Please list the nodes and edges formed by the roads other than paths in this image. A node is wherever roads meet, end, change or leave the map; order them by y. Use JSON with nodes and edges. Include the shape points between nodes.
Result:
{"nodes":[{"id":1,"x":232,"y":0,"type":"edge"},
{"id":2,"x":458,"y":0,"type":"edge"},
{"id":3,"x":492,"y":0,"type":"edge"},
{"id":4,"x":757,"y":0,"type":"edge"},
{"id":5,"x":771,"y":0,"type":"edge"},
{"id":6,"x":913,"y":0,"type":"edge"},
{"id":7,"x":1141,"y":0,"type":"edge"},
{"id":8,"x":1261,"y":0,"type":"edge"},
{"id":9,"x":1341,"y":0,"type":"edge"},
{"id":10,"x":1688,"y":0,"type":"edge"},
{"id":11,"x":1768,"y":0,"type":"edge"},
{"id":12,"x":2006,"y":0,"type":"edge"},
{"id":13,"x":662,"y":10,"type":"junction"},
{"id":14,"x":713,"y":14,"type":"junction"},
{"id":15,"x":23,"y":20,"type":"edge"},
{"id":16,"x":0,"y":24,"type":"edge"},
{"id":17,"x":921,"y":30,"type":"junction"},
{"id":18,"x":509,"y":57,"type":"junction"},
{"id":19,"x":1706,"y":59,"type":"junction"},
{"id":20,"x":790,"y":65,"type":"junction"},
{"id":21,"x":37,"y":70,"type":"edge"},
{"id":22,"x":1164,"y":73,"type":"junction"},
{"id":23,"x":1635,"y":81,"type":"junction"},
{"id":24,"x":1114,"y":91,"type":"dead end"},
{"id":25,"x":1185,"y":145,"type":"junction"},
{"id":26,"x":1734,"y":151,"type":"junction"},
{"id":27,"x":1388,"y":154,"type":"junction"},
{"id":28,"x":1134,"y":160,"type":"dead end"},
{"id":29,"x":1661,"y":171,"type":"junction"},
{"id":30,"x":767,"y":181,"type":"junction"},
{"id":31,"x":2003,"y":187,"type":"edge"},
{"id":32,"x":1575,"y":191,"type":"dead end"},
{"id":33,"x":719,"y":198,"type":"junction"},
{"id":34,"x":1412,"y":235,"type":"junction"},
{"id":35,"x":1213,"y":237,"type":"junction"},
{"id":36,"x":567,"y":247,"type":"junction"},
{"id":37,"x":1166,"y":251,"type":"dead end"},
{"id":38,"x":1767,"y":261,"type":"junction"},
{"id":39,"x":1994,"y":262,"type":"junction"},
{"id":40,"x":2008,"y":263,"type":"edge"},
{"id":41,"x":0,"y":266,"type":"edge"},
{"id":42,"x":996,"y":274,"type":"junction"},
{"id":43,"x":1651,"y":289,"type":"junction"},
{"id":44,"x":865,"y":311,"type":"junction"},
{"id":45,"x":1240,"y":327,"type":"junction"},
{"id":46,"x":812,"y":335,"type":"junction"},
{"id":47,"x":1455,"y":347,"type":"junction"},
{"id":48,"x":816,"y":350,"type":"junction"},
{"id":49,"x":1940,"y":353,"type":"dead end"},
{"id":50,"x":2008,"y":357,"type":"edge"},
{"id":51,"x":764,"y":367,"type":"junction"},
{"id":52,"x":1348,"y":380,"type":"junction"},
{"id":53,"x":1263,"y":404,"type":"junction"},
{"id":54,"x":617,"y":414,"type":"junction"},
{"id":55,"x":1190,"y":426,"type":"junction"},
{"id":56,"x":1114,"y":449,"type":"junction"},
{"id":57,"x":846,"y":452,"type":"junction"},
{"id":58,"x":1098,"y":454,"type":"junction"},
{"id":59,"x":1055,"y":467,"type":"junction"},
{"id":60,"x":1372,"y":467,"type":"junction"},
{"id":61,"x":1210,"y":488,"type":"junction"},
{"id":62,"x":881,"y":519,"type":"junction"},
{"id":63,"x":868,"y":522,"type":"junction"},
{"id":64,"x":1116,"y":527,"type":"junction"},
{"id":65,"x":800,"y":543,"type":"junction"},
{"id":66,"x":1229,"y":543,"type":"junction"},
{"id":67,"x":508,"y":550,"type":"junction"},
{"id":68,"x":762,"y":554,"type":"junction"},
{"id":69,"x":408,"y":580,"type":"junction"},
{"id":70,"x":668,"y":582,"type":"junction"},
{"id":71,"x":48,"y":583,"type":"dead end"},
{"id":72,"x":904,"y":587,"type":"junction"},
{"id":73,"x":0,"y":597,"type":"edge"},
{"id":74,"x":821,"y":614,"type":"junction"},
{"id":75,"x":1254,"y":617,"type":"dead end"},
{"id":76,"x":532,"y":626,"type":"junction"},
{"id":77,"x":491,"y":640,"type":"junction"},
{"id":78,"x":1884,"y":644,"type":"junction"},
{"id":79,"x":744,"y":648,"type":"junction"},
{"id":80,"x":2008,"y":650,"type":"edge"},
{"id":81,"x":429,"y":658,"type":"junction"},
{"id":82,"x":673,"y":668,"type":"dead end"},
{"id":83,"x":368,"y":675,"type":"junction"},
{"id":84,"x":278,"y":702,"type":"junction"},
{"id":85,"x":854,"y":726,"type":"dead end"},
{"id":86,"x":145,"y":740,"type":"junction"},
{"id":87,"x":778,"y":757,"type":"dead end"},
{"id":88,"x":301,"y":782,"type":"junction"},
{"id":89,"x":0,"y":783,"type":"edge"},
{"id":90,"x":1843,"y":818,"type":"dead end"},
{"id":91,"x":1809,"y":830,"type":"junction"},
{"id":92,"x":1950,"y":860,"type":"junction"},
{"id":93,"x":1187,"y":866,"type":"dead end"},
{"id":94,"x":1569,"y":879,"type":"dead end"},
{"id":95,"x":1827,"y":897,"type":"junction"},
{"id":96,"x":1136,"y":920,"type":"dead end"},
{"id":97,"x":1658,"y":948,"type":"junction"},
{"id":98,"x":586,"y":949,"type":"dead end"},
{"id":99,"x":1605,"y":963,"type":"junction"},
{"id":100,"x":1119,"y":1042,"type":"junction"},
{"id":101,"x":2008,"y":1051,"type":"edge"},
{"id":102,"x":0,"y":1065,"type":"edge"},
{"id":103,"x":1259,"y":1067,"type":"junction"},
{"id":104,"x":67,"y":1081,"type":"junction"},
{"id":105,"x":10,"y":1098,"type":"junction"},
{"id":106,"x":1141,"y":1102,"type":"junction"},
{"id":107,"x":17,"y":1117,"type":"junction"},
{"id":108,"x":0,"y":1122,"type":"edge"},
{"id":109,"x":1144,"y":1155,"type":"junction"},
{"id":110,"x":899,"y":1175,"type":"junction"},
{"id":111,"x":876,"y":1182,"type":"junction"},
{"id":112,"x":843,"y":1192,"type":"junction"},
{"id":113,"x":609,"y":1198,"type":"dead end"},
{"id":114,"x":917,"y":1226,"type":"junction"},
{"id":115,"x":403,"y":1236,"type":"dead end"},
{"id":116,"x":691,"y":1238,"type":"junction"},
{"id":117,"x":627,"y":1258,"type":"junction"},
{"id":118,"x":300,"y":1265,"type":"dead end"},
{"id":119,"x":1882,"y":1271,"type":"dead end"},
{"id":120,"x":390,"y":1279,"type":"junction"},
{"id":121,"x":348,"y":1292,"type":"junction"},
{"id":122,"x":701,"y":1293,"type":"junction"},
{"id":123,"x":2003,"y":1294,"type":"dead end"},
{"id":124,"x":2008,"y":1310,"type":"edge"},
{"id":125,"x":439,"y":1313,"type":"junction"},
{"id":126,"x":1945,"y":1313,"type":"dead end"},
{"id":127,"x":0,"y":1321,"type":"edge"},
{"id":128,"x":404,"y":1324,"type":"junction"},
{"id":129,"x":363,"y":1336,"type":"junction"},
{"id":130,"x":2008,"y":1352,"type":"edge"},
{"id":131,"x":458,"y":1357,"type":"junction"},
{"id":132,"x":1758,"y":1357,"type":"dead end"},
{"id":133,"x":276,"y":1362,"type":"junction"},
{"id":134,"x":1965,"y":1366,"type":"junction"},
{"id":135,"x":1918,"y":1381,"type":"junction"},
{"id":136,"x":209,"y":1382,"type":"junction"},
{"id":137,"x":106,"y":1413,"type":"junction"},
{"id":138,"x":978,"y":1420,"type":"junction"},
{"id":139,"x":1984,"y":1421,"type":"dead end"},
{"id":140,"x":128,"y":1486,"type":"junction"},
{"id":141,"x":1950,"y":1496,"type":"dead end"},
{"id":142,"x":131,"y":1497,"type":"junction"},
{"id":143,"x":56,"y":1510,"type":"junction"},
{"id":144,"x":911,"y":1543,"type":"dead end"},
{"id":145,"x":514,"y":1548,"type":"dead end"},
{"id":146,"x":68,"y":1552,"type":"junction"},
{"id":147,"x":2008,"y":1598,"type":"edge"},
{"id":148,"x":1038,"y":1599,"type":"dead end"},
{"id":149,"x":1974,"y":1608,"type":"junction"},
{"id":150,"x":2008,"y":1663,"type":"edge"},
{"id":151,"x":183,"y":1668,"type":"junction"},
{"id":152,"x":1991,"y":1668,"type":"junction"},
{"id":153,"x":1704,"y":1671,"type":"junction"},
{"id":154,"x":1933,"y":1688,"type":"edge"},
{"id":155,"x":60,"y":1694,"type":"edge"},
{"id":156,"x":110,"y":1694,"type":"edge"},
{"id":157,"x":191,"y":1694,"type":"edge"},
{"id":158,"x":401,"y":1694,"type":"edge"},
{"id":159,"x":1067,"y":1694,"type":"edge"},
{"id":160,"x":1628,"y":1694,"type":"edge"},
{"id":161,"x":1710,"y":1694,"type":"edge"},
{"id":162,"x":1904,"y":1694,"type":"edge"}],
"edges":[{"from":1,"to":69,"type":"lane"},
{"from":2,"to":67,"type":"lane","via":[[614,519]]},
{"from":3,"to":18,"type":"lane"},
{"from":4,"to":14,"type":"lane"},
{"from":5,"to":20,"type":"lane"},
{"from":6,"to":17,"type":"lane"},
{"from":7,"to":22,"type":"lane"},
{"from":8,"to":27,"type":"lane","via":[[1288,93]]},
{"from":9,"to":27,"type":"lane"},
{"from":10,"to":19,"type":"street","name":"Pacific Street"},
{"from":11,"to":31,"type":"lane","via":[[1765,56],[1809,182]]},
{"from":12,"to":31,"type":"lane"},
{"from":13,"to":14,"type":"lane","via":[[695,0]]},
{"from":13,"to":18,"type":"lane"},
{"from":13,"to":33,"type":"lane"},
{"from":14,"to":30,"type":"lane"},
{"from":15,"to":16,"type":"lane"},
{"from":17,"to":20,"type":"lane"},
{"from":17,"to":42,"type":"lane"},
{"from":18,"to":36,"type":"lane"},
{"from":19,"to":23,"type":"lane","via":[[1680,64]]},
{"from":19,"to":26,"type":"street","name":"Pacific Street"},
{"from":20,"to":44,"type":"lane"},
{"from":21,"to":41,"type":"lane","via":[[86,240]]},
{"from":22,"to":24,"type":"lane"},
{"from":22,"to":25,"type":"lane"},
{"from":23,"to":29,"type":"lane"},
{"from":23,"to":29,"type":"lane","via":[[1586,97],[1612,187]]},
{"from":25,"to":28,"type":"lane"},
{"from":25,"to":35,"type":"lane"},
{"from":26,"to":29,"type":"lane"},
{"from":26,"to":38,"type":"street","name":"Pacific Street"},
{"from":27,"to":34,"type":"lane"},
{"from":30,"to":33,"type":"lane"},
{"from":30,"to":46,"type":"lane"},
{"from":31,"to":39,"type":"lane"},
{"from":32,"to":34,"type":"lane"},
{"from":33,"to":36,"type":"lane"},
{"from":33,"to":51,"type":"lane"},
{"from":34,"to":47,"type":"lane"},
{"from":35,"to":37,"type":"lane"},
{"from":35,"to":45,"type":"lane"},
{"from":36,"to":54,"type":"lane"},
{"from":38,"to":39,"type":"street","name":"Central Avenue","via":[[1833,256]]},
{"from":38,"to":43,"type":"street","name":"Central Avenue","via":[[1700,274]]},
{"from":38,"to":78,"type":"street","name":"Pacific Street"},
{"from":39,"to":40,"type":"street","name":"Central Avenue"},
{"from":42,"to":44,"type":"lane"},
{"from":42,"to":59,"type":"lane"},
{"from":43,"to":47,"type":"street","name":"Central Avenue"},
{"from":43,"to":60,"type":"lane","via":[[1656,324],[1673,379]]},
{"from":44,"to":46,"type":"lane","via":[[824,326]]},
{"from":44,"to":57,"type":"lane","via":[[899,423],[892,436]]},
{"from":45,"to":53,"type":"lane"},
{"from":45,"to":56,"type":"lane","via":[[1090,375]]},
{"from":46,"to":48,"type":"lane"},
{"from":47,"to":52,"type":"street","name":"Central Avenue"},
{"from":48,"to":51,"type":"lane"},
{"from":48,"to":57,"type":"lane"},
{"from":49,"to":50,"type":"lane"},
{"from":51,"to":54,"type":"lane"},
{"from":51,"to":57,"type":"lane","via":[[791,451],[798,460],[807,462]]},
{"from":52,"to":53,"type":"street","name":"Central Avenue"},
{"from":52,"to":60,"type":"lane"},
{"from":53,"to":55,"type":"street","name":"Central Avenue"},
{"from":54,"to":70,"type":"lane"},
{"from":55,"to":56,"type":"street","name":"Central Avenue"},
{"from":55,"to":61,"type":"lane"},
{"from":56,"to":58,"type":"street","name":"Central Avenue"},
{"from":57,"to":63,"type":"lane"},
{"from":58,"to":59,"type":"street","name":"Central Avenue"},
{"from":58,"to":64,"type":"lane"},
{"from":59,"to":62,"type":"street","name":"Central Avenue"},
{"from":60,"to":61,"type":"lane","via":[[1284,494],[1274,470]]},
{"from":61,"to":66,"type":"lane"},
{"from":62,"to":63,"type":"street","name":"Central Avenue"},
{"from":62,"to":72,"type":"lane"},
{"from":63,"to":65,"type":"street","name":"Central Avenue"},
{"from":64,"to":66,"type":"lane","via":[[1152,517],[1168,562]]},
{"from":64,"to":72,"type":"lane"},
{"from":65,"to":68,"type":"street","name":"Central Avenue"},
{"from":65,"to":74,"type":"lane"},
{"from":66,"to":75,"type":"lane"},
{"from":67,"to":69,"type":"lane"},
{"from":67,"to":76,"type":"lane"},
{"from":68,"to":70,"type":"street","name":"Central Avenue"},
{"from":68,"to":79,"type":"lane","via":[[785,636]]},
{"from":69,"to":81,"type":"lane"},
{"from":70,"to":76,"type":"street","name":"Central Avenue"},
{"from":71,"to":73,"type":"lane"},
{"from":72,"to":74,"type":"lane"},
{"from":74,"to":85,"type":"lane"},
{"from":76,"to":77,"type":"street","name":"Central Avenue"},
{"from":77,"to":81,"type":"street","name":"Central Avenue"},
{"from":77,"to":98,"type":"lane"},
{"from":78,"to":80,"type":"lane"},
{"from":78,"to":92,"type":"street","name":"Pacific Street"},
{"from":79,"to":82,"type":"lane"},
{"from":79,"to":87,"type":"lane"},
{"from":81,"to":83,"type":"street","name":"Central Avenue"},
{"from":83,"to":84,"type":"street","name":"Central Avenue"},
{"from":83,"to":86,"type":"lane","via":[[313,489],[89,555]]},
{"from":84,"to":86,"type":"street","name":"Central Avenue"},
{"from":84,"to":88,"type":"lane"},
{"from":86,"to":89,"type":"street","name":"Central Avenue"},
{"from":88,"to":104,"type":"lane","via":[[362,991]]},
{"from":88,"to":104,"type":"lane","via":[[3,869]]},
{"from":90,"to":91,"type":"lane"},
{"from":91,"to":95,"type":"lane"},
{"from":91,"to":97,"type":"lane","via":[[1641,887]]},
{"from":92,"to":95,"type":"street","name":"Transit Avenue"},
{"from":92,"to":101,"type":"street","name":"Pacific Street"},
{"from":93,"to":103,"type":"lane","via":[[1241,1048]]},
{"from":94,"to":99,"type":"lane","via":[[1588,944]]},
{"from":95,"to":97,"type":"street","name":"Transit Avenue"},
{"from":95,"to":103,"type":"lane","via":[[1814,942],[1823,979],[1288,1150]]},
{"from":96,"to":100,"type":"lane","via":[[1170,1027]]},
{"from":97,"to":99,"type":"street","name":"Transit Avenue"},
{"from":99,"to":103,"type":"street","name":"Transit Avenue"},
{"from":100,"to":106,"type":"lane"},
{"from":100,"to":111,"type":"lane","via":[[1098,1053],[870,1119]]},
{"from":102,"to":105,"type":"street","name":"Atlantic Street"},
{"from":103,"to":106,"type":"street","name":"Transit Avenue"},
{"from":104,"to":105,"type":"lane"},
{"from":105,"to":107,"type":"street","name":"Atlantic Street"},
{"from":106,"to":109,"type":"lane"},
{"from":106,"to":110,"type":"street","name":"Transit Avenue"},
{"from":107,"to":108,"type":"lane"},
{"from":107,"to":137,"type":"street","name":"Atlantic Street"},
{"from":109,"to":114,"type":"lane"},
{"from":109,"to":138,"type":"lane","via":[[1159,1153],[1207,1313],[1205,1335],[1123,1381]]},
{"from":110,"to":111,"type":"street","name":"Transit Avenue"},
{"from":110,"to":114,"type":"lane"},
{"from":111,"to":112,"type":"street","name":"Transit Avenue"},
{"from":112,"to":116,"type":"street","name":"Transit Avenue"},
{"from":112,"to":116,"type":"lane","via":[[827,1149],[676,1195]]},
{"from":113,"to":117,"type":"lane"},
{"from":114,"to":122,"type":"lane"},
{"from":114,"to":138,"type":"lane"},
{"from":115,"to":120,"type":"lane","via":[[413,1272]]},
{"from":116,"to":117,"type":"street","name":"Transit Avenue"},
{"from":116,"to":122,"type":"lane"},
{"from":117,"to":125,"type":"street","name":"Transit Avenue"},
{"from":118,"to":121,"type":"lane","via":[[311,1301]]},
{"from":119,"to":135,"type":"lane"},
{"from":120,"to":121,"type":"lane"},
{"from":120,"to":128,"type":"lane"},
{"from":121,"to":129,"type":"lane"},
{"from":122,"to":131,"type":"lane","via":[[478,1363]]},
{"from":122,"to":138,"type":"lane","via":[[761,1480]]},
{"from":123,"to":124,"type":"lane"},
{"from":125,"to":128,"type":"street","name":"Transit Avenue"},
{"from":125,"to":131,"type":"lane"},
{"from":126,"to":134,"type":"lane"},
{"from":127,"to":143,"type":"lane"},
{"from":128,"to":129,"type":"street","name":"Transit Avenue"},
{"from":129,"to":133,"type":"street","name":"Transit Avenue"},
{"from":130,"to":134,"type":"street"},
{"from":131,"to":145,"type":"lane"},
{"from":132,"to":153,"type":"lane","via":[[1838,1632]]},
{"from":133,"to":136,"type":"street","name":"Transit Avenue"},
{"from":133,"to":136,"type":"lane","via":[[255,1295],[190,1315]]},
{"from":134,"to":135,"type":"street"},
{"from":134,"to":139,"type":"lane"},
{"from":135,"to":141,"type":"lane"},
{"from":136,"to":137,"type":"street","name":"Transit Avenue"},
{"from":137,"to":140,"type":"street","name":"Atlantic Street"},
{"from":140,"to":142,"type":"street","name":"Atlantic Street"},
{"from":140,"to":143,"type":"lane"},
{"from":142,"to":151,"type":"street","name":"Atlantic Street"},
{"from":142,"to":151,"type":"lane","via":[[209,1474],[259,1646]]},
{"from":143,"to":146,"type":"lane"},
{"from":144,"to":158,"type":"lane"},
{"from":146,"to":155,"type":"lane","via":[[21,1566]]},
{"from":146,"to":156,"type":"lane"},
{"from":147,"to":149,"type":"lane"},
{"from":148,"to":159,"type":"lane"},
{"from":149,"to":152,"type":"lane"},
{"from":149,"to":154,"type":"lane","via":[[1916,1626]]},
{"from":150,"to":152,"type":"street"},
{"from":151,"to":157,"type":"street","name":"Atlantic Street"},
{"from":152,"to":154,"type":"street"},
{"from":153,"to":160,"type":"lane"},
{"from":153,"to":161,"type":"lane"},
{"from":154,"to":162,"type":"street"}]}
^^^^^^^^^^^^^^^^
# Work required:
Tally the lines above that include the word "nodes"; answer with the total only.

# Finished exercise:
2